After the police release her from incarceration, an unscrupulous reporter continues to write scurrilous pieces, twisting and distorting both facts and interviews. (“Murderer’s Moll Won’t Talk!” is a typical headline.) Katharina’s life turns upside down; among other things, she begins to receive anonymous postcards with offensive and derogatory messages – the equivalent today of being hounded by trolls on Twitter and Facebook. Driven to desperation, she seeks out and, rather dramatically, shoots the errant reporter, after which she coolly surrenders to the police.

It’s a subject that Böll was drawn to because he himself was pilloried by the press and by right-wing sympathizers in 1972 after he expressed doubts over the treatment of Ulrike Meinhof. Böll’s opinion was that slanted newspaper reports on the activities of the Baader-Meinhof extremists had deprived her of a fair trial, and for this he was harassed to the extent of having his house searched by the police. (Meinhof was to later die in prison, allegedly a suicide, though more than a few have contested this.)

It was from such a background that Boll’s late novels such as The Lost Honour of Katharina Blum and The Safety Net emerged. This also explains why, in the former, Böll is explicit, and acidulously so, about the damage that irresponsible media can cause: “Here is a young woman, cheerfully, almost gaily, going off to a harmless little private dance, and four days later she becomes (since this is merely a report, not a judgment, we will confine ourselves to facts) a murderess, and this, if we examine the matter closely, because of newspaper reports”.

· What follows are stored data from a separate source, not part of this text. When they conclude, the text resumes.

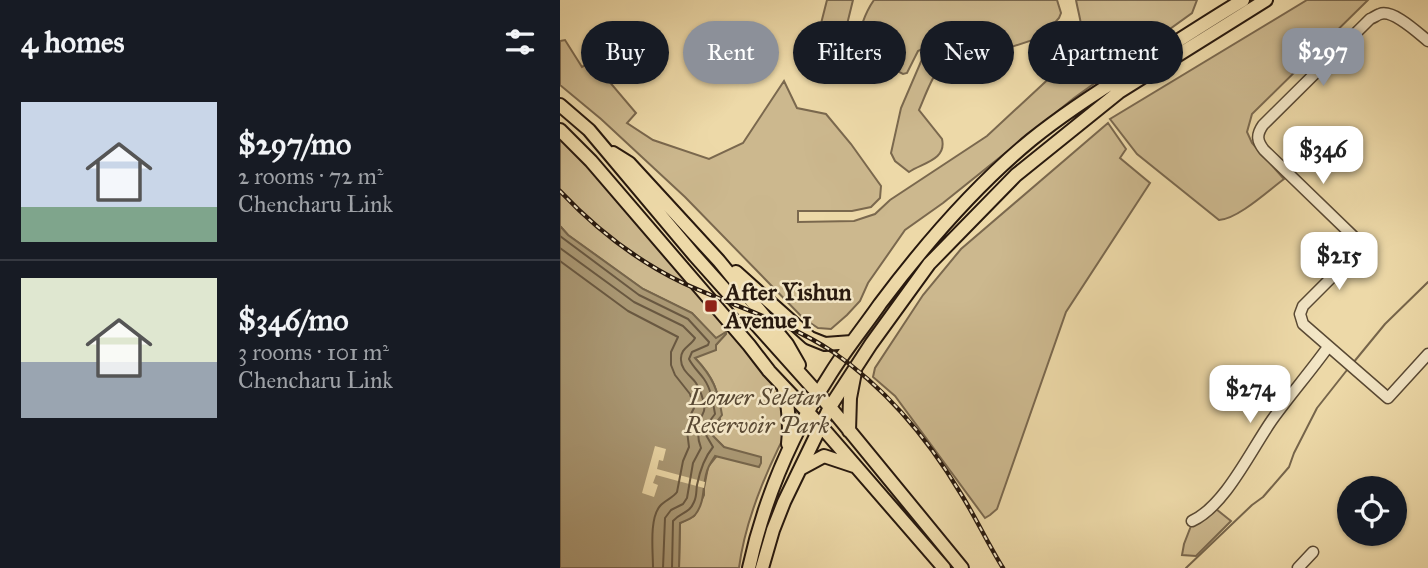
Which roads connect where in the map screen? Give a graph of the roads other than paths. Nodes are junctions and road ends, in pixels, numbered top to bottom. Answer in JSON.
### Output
{"nodes":[{"id":1,"x":1243,"y":0,"type":"edge"},
{"id":2,"x":1266,"y":0,"type":"edge"},
{"id":3,"x":1428,"y":41,"type":"edge"},
{"id":4,"x":560,"y":105,"type":"edge"},
{"id":5,"x":560,"y":130,"type":"edge"},
{"id":6,"x":600,"y":144,"type":"junction"},
{"id":7,"x":694,"y":233,"type":"junction"},
{"id":8,"x":852,"y":342,"type":"junction"},
{"id":9,"x":1328,"y":347,"type":"junction"},
{"id":10,"x":1428,"y":354,"type":"edge"},
{"id":11,"x":856,"y":367,"type":"junction"},
{"id":12,"x":807,"y":381,"type":"junction"},
{"id":13,"x":783,"y":387,"type":"junction"},
{"id":14,"x":819,"y":394,"type":"junction"},
{"id":15,"x":830,"y":407,"type":"junction"},
{"id":16,"x":808,"y":413,"type":"junction"},
{"id":17,"x":820,"y":425,"type":"junction"},
{"id":18,"x":849,"y":430,"type":"junction"},
{"id":19,"x":786,"y":455,"type":"junction"},
{"id":20,"x":857,"y":467,"type":"junction"},
{"id":21,"x":799,"y":469,"type":"junction"},
{"id":22,"x":1192,"y":521,"type":"dead end"},
{"id":23,"x":769,"y":544,"type":"junction"},
{"id":24,"x":753,"y":549,"type":"junction"},
{"id":25,"x":1313,"y":552,"type":"dead end"},
{"id":26,"x":749,"y":568,"type":"edge"},
{"id":27,"x":762,"y":568,"type":"edge"},
{"id":28,"x":944,"y":568,"type":"edge"},
{"id":29,"x":962,"y":568,"type":"edge"},
{"id":30,"x":1298,"y":568,"type":"edge"}],
"edges":[{"from":1,"to":8,"type":"main road"},
{"from":2,"to":11,"type":"main road"},
{"from":3,"to":9,"type":"street"},
{"from":4,"to":6,"type":"main road"},
{"from":5,"to":13,"type":"main road"},
{"from":6,"to":7,"type":"main road"},
{"from":6,"to":12,"type":"main road"},
{"from":7,"to":8,"type":"main road"},
{"from":7,"to":12,"type":"main road"},
{"from":8,"to":14,"type":"main road"},
{"from":9,"to":10,"type":"street"},
{"from":9,"to":22,"type":"street"},
{"from":11,"to":15,"type":"main road"},
{"from":11,"to":18,"type":"main road"},
{"from":12,"to":14,"type":"main road"},
{"from":13,"to":16,"type":"main road"},
{"from":13,"to":19,"type":"main road"},
{"from":14,"to":15,"type":"main road"},
{"from":14,"to":16,"type":"main road"},
{"from":15,"to":17,"type":"main road"},
{"from":15,"to":18,"type":"main road"},
{"from":16,"to":17,"type":"main road"},
{"from":16,"to":19,"type":"main road"},
{"from":17,"to":20,"type":"main road"},
{"from":17,"to":21,"type":"main road"},
{"from":18,"to":29,"type":"main road"},
{"from":19,"to":24,"type":"main road"},
{"from":20,"to":21,"type":"main road"},
{"from":20,"to":28,"type":"main road"},
{"from":21,"to":23,"type":"main road"},
{"from":23,"to":24,"type":"main road"},
{"from":23,"to":27,"type":"main road"},
{"from":24,"to":26,"type":"main road"},
{"from":25,"to":30,"type":"street"}]}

In a Paris Review interview a few years before he died, Böll memorably said, “Behind every word is a whole world”. This draws attention to another important concern in his work: the proper use of words, awareness of their meanings and of what happens to individuals when words turn into labels. What, then, is fact, what is fiction, and what lurks between the lines? All these years later, it’s a still a message worth paying close attention to.